Em entrevista ao Estado, o alto dirigente da ONU alertou que não haverá como compensar a estagnação europeia nem mesmo com um incremento forte do consumo doméstico brasileiro. "2012 será um ano muito difícil para todos", disse. "A Europa ficará estagnada e algumas partes dela entrarão mesmo em recessão", explicou.

Na avaliação de Supachai, que foi diretor da Organização Mundial do Comércio e vice-primeiro-ministro da Tailândia, não há como pensar que os países emergentes vão escapar ilesos desse cenário. "Os canais de contaminação serão parecidos com os que vimos em 2008", afirmou.

"A estagnação nos países industrializados fará com que haja uma queda nas vendas dos emergentes para esses mercados. O Brasil vai ser afetado, assim como será a China", disse.

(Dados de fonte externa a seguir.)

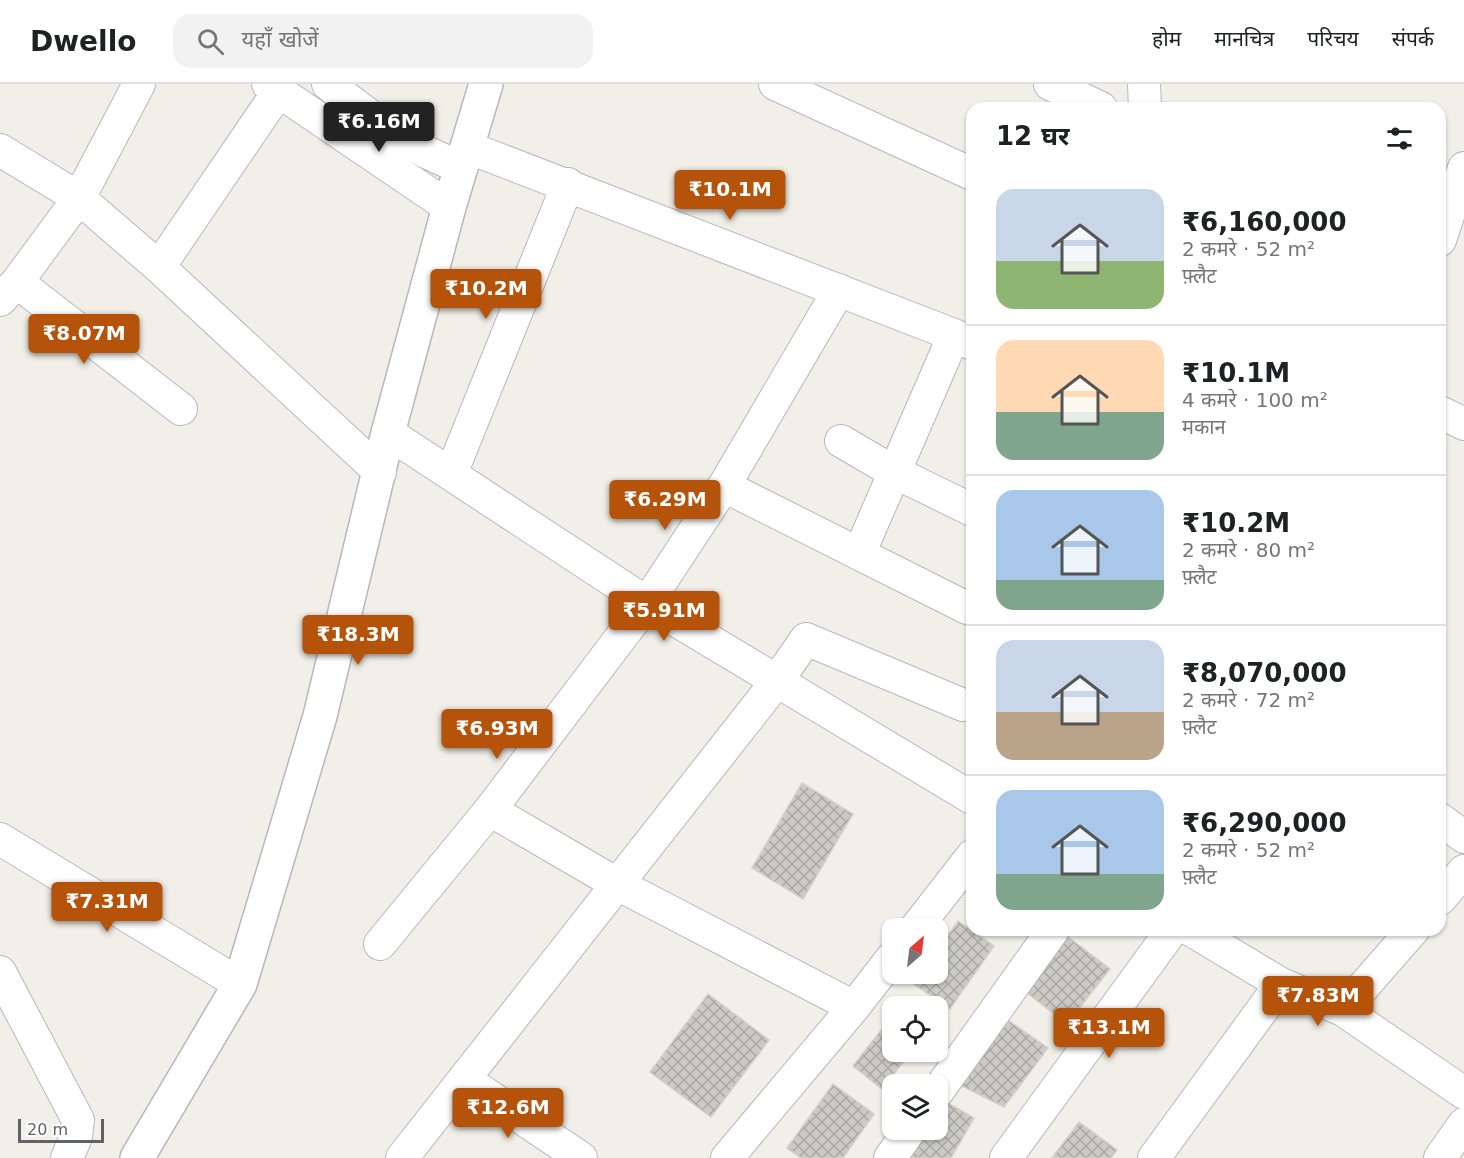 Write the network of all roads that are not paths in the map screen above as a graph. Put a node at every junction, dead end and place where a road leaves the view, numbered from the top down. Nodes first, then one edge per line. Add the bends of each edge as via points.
1 (139, 84) edge
2 (328, 84) edge
3 (775, 84) edge
4 (1050, 84) edge
5 (1144, 84) edge
6 (273, 88) edge
7 (484, 91) edge
8 (1088, 102) edge
9 (1145, 102) edge
10 (467, 148) junction
11 (0, 150) edge
12 (1464, 168) edge
13 (966, 171) edge
14 (568, 184) junction
15 (79, 198) junction
16 (449, 207) junction
17 (1446, 222) edge
18 (159, 267) junction
19 (839, 290) junction
20 (9, 291) edge
21 (963, 339) edge
22 (181, 409) dead end
23 (1446, 415) edge
24 (1464, 424) edge
25 (388, 433) junction
26 (841, 441) dead end
27 (380, 472) junction
28 (894, 472) junction
29 (451, 474) junction
30 (724, 486) junction
31 (966, 507) edge
32 (859, 554) junction
33 (647, 603) junction
34 (966, 608) edge
35 (777, 681) junction
36 (963, 705) dead end
37 (966, 794) edge
38 (490, 810) junction
39 (1446, 824) edge
40 (1464, 837) edge
41 (0, 839) edge
42 (966, 864) edge
43 (1464, 871) edge
44 (617, 884) junction
45 (1446, 891) edge
46 (924, 918) edge
47 (1049, 936) edge
48 (1168, 936) edge
49 (1202, 936) edge
50 (1408, 936) edge
51 (380, 944) dead end
52 (882, 971) edge
53 (0, 972) edge
54 (240, 984) junction
55 (1281, 984) junction
56 (854, 1008) junction
57 (1343, 1010) junction
58 (948, 1077) edge
59 (464, 1079) junction
60 (1464, 1093) edge
61 (1464, 1124) edge
62 (903, 1140) edge
63 (67, 1158) edge
64 (136, 1158) edge
65 (402, 1158) edge
66 (581, 1158) edge
67 (727, 1158) edge
68 (890, 1158) edge
69 (1006, 1158) edge
70 (1154, 1158) edge
71 (1440, 1158) edge

1 - 15 street
2 - 10 street via 390,131 426,152
3 - 13 street
4 - 8 street
5 - 9 street
6 - 16 street
6 - 18 street
7 - 10 street
10 - 14 street
10 - 16 street
11 - 15 street
12 - 17 street
14 - 19 street
14 - 29 street
15 - 18 street
15 - 20 street
16 - 25 street
18 - 27 street
19 - 21 street
19 - 30 street
20 - 22 street
21 - 28 street
23 - 24 street
25 - 27 street
25 - 29 street
26 - 28 street
27 - 54 street via 320,716
28 - 31 street
28 - 32 street
29 - 33 street
30 - 32 street
30 - 33 street
32 - 34 street
33 - 35 street
33 - 38 street
35 - 36 street via 806,639
35 - 37 street
35 - 44 street
38 - 44 street
38 - 51 street
39 - 40 street
41 - 54 street
42 - 46 street
43 - 45 street
44 - 56 street
44 - 59 street
47 - 58 street
48 - 69 street
49 - 55 street
50 - 57 street
52 - 56 street
53 - 63 street via 78,1120
54 - 64 street
55 - 57 street
55 - 70 street
56 - 67 street
57 - 60 street
59 - 65 street
59 - 66 street
61 - 71 street
62 - 68 street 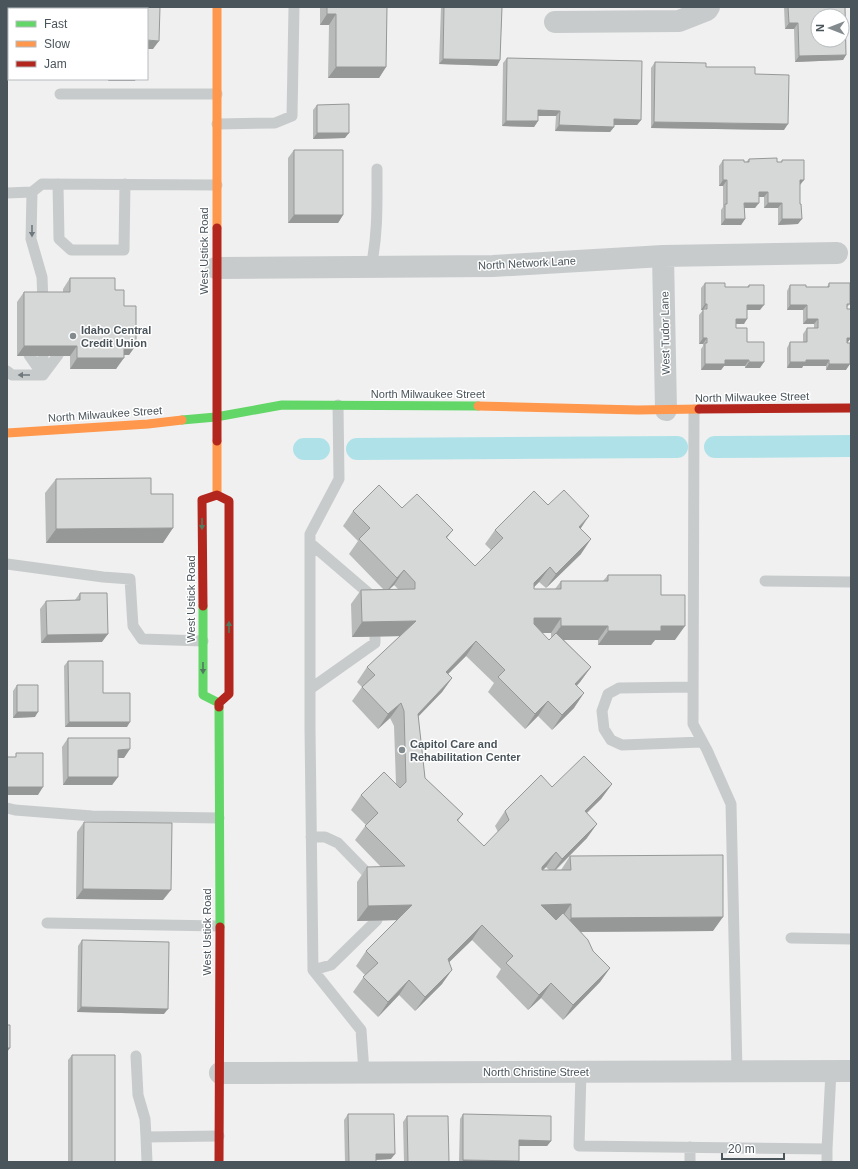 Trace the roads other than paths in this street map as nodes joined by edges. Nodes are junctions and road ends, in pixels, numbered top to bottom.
1 (217, 7) edge
2 (294, 7) edge
3 (709, 7) edge
4 (555, 22) dead end
5 (60, 94) dead end
6 (217, 94) junction
7 (217, 124) junction
8 (377, 169) dead end
9 (58, 184) junction
10 (125, 184) junction
11 (217, 184) junction
12 (32, 192) junction
13 (7, 193) edge
14 (837, 253) dead end
15 (663, 256) junction
16 (216, 268) junction
17 (371, 268) junction
18 (42, 277) junction
19 (32, 296) edge
20 (54, 297) edge
21 (43, 303) edge
22 (29, 355) edge
23 (43, 355) edge
24 (58, 355) edge
25 (7, 371) edge
26 (43, 374) junction
27 (338, 405) junction
28 (851, 408) edge
29 (666, 410) junction
30 (694, 410) junction
31 (216, 417) junction
32 (7, 433) edge
33 (217, 495) junction
34 (310, 543) junction
35 (7, 564) edge
36 (765, 581) dead end
37 (851, 582) edge
38 (373, 604) edge
39 (375, 636) edge
40 (203, 641) junction
41 (693, 687) junction
42 (310, 689) junction
43 (219, 703) junction
44 (702, 742) junction
45 (7, 808) edge
46 (219, 818) junction
47 (311, 838) junction
48 (375, 882) edge
49 (377, 920) edge
50 (47, 923) dead end
51 (219, 926) junction
52 (791, 938) dead end
53 (851, 939) edge
54 (313, 970) junction
55 (136, 1056) dead end
56 (737, 1071) junction
57 (841, 1071) edge
58 (364, 1072) junction
59 (581, 1072) junction
60 (220, 1073) junction
61 (219, 1136) junction
62 (146, 1137) junction
63 (690, 1147) junction
64 (827, 1149) junction
65 (147, 1162) edge
66 (219, 1162) edge
67 (690, 1162) edge
68 (827, 1162) edge

1 - 6 main road, West Ustick Road
2 - 7 lane
3 - 4 street
5 - 6 lane
6 - 7 main road, West Ustick Road
7 - 11 main road, West Ustick Road
8 - 17 lane
9 - 10 lane
9 - 10 lane
9 - 12 lane
10 - 11 lane
11 - 16 main road, West Ustick Road
12 - 13 lane
12 -> 18 lane
14 - 15 street, North Network Lane
15 - 17 street, North Network Lane
15 - 29 street, West Tudor Lane
16 - 17 street, North Network Lane
16 - 31 main road, West Ustick Road
18 - 19 lane
18 - 20 lane
18 - 21 lane
22 - 26 lane
23 - 26 lane
24 - 26 lane
26 -> 25 lane
27 - 29 main road, North Milwaukee Street
27 - 31 main road, North Milwaukee Street
27 - 34 lane
28 - 30 main road, North Milwaukee Street
29 - 30 main road, North Milwaukee Street
30 - 41 lane
31 - 32 main road, North Milwaukee Street
31 - 33 main road, West Ustick Road
33 -> 40 main road, West Ustick Road
43 -> 33 main road
34 - 38 lane
34 - 42 lane
35 - 40 lane
36 - 37 lane
39 - 42 lane
40 -> 43 main road, West Ustick Road
41 - 44 lane
41 - 44 lane
42 - 47 lane
43 - 46 main road, West Ustick Road
44 - 56 lane
45 - 46 lane
46 - 51 main road, West Ustick Road
47 - 48 lane
47 - 54 lane
49 - 54 lane
50 - 51 lane
51 - 60 main road, West Ustick Road
52 - 53 lane
54 - 58 lane
55 - 62 lane
56 - 57 street, North Christine Street
56 - 59 street, North Christine Street
57 - 64 lane
58 - 59 street, North Christine Street
58 - 60 street, North Christine Street
59 - 63 lane
60 - 61 main road, West Ustick Road
61 - 62 lane
61 - 66 main road, West Ustick Road
62 - 65 lane
63 - 64 lane
63 - 67 lane
64 - 68 lane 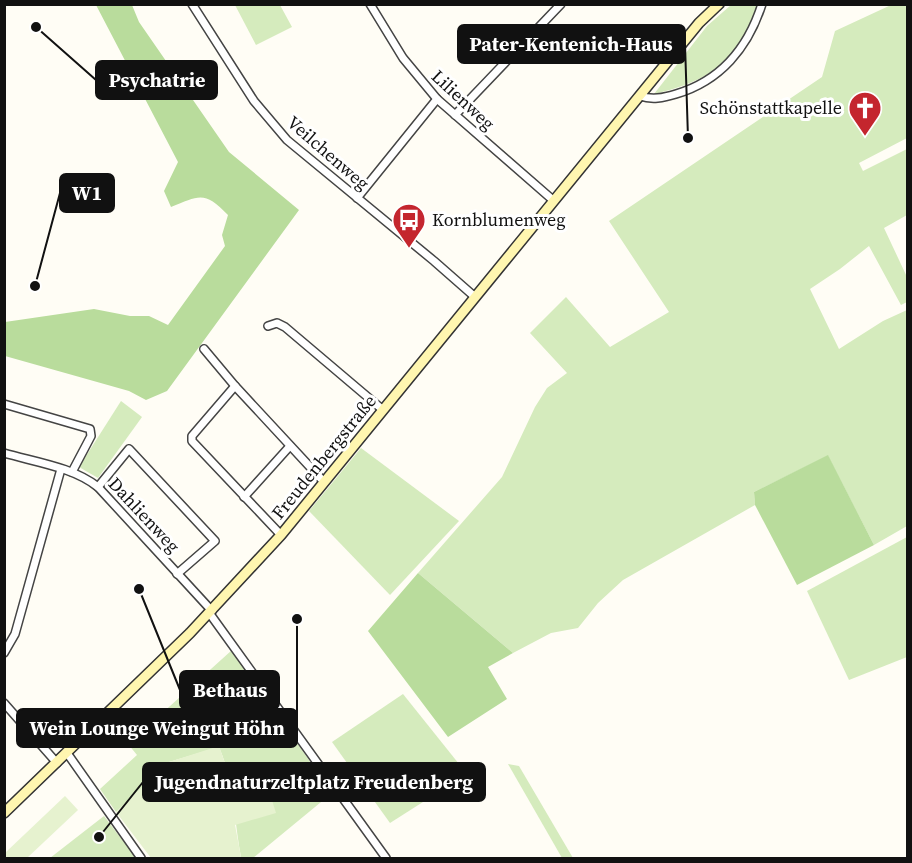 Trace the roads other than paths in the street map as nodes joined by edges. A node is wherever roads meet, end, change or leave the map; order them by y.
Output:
1 (192, 4) edge
2 (370, 4) edge
3 (561, 4) edge
4 (719, 4) edge
5 (762, 4) edge
6 (640, 96) junction
7 (438, 99) junction
8 (455, 115) junction
9 (357, 198) junction
10 (554, 201) junction
11 (475, 297) junction
12 (268, 326) dead end
13 (204, 349) dead end
14 (235, 386) junction
15 (4, 404) edge
16 (383, 410) junction
17 (290, 446) junction
18 (4, 453) edge
19 (61, 469) junction
20 (72, 472) junction
21 (324, 482) junction
22 (98, 487) junction
23 (244, 497) junction
24 (281, 535) junction
25 (177, 573) junction
26 (211, 612) junction
27 (4, 653) edge
28 (4, 703) edge
29 (67, 753) junction
30 (57, 763) junction
31 (4, 813) edge
32 (141, 858) edge
33 (386, 858) edge

1 - 9 street, Veilchenweg
2 - 7 street, Lilienweg
3 - 8 street
4 - 6 street, Freudenbergstraße
5 - 6 street
6 - 10 street, Freudenbergstraße
7 - 8 street, Lilienweg
7 - 9 street
8 - 10 street, Lilienweg
9 - 11 street, Veilchenweg
10 - 11 street, Freudenbergstraße
11 - 16 street, Freudenbergstraße
12 - 16 street
13 - 14 street
14 - 17 street
14 - 23 street
15 - 20 street
16 - 21 street, Freudenbergstraße
17 - 21 street
17 - 23 street
18 - 19 street, Dahlienweg
19 - 20 street, Dahlienweg
19 - 27 street
20 - 22 street, Dahlienweg
21 - 24 street, Freudenbergstraße
22 - 25 street, Dahlienweg
22 - 25 street
23 - 24 street
24 - 26 street, Freudenbergstraße
25 - 26 street, Dahlienweg
26 - 29 street, Freudenbergstraße
26 - 33 street, Dahlienweg
28 - 30 street
29 - 30 street, Freudenbergstraße
29 - 32 street
30 - 31 street, Freudenbergstraße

A eclosão da crise em 2008 fez o comércio mundial desabar. No ano seguinte, a contração chegou a 12%, a maior desde a Grande Depressão nos anos 30.

O governo brasileiro insistiu que o País perdeu menos por causa do perfil diversificado das suas exportações e do consumo interno em expansão.

Supachai aponta que dados recebidos pelo seu escritório já mostram que as exportações industriais da China já sofreram um choque diante da nova onda de crise na Europa.

"Houve uma diminuição substancial (dessas exportações) e isso é um indicador muito sério do que vai ocorrer em 2012", alertou.

Compensação. O tailandês também é cético em relação à capacidade do Brasil de compensar as perdas com a exportação com seu mercado doméstico. Há poucos dias, a presidente Dilma Rousseff apelou à população que continuasse a consumir, como arma contra a crise. O ex-presidente Luiz Inácio Lula da Silva fez o mesmo apelo durante a crise de 2009.

"Isso não será suficiente", alertou Supachai. "Atualmente, a produção brasileira, indiana e chinesa não são suficientes para compensar a estagnação europeia", alertou o secretário-geral da Unctad.

Na avaliação dele, decisões difíceis serão tomadas na Europa nos próximos meses. "Não há mais solução fácil. Todas terão um custo alto, político ou financeiro. Mas ninguém quer a destruição do euro", completou.